Re: [Networker] Tips for doing a DR at SunGard

2008-01-16 19:15:35
Subject: Re: [Networker] Tips for doing a DR at SunGard
From: Peter Viertel <Peter.Viertel AT MACQUARIE DOT COM>
To: NETWORKER AT LISTSERV.TEMPLE DOT EDU
Date: Thu, 17 Jan 2008 11:09:26 +1100
Ok, lots of helpful hints about recovering a whole networker
installation - definitely something we should all have hashed out - but
I see you can only get at whats in the lto-3 tapes only.. And in fact
you want just one saveset...


So, in the manpage for scanner there's a technique for extracting a
saveset to stdout and piping that into the uasm command.

That's in theory the absolute shortest restore time... If it was on one
tape, but with multiple tapes you have to hang around to swap tapes
also.

With lto-3, restores to a local system can stream at something more than
63MB/sec.. With a text based load you may need to support a restore
speed of 150MB/sec or more if you are to get the drive running at full
speed, so pay attention to the filesystem you are restoring to...   An
unmirrored stripe of 5 sata disks will do it... If you do get the
restore going at 150MB/sec that's only about 2 hours you have to wait
around...

Having a down-and-dirty procedure like this means you need some info up
front about which tapes to take, and the ssid you want to restore - you
could start out by scheduling a mminfo query each time the big backup
finishes and have it put somewhere safe - eg email it to another site,
or a printout, or gmail etc..

* get a report like this, modify the query however you see fit of
course, this example assumes theres only one clone of the saveset, and
one full backup a day, and nothing failed or got retried...

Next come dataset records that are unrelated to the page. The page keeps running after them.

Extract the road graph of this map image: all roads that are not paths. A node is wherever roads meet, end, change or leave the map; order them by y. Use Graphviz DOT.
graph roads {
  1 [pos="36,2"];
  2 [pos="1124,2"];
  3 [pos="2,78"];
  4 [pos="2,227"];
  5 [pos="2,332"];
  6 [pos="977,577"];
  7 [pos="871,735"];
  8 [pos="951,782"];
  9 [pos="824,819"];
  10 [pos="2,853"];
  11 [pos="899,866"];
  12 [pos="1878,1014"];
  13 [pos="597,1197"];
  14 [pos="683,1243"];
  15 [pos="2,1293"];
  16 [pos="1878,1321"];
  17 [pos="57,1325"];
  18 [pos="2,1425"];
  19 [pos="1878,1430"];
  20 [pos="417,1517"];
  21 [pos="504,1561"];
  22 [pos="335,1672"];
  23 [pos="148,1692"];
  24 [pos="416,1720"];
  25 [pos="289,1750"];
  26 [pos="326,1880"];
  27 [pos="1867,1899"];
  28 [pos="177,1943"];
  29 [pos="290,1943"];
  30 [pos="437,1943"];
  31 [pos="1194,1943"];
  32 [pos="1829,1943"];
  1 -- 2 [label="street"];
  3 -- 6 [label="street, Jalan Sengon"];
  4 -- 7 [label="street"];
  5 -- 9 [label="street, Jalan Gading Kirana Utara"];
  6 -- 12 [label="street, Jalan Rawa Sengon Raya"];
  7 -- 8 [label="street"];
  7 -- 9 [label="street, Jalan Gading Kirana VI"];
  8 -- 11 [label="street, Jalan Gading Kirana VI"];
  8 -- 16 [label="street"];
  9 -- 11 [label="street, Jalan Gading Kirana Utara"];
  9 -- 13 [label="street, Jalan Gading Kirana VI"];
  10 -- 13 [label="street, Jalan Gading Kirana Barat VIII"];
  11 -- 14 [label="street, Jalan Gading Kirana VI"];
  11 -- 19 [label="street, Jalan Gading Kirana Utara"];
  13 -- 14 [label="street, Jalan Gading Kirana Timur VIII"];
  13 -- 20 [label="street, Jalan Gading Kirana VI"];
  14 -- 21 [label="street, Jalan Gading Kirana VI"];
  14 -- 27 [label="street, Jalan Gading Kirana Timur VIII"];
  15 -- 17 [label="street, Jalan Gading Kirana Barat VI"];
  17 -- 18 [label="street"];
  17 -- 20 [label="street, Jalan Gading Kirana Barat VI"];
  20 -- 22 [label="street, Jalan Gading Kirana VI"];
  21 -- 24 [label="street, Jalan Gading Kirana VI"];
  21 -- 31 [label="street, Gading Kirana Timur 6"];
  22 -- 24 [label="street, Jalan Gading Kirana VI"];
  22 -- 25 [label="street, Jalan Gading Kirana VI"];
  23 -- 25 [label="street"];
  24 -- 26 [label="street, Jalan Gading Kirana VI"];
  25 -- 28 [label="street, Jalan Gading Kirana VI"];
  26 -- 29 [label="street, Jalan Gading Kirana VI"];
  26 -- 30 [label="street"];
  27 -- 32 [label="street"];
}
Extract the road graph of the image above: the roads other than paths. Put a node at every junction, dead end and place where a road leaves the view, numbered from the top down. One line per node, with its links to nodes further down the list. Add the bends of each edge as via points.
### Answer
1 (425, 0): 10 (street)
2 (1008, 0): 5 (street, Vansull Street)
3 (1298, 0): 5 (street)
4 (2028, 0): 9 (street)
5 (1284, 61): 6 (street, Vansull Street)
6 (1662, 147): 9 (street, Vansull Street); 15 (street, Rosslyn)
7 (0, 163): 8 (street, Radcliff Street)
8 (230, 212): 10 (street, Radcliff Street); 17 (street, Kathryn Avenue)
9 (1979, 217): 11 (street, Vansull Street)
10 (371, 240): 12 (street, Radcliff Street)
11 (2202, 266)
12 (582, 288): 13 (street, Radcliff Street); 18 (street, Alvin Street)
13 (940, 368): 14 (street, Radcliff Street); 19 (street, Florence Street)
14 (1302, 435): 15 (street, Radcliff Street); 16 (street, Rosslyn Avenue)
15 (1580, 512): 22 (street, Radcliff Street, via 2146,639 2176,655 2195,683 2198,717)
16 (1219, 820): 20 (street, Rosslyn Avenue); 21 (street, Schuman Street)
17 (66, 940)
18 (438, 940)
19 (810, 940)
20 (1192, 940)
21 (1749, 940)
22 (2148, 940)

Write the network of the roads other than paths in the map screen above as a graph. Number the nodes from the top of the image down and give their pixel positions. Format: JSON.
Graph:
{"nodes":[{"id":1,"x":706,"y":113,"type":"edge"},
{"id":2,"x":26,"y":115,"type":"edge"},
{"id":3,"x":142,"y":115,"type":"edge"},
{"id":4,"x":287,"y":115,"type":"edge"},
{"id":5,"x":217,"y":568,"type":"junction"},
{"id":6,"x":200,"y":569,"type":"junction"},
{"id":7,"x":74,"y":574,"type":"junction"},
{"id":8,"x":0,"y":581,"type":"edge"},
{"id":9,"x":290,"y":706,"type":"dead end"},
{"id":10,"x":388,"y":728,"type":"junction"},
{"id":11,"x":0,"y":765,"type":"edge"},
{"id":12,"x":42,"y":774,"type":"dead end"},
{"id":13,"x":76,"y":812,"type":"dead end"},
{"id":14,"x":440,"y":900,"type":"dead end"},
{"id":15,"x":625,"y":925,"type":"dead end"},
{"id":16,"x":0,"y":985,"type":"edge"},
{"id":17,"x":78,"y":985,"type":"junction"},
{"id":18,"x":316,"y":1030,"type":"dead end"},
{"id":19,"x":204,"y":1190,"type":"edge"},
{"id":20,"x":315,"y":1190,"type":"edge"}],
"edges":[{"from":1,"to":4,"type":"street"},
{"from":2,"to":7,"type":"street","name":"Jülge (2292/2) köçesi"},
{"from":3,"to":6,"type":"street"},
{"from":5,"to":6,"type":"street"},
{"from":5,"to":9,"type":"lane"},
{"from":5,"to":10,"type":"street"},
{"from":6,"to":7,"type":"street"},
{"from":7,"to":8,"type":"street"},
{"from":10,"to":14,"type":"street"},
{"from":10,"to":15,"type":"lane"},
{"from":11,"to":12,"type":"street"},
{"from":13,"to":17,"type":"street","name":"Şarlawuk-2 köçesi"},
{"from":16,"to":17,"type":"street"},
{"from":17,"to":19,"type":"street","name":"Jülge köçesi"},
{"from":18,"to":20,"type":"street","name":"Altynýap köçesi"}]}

mminfo -xc, -q 'savetime>1 day ago,client=blah,name=/usr/bigtext' -r
fragflags,volume,ssid,mediafile,mediarec |grep -v volume|sort

This may be quite a long report - one line for each fragment - in your
case this will probably be one fragment per tape as its just the one
client in that pool and so maybe only 2 or 3 lines...

Anyway the fragflags are at the beginning of the line so it can be
sorted by them  (hb=head, mb=middle, tb=tail)  The fragment shown as hb
is the first one...    This gives you a list of tapes to take with you
and the order they will need to be scanned..

Put the first tape in the drive...

To restore the saveset to the path /newpath Run this:

scanner -f {mediafile} -r {mediarec} -S  {ssid from report}   /dev/nrst0
| uasm -rv -m /orig=/newpath 

Where mediafile and mediarec are the offset into the tape of the first
fragment - this is optional but lets you fastforward to it - probably
wont help in your case as its probably the start of the tape anyway...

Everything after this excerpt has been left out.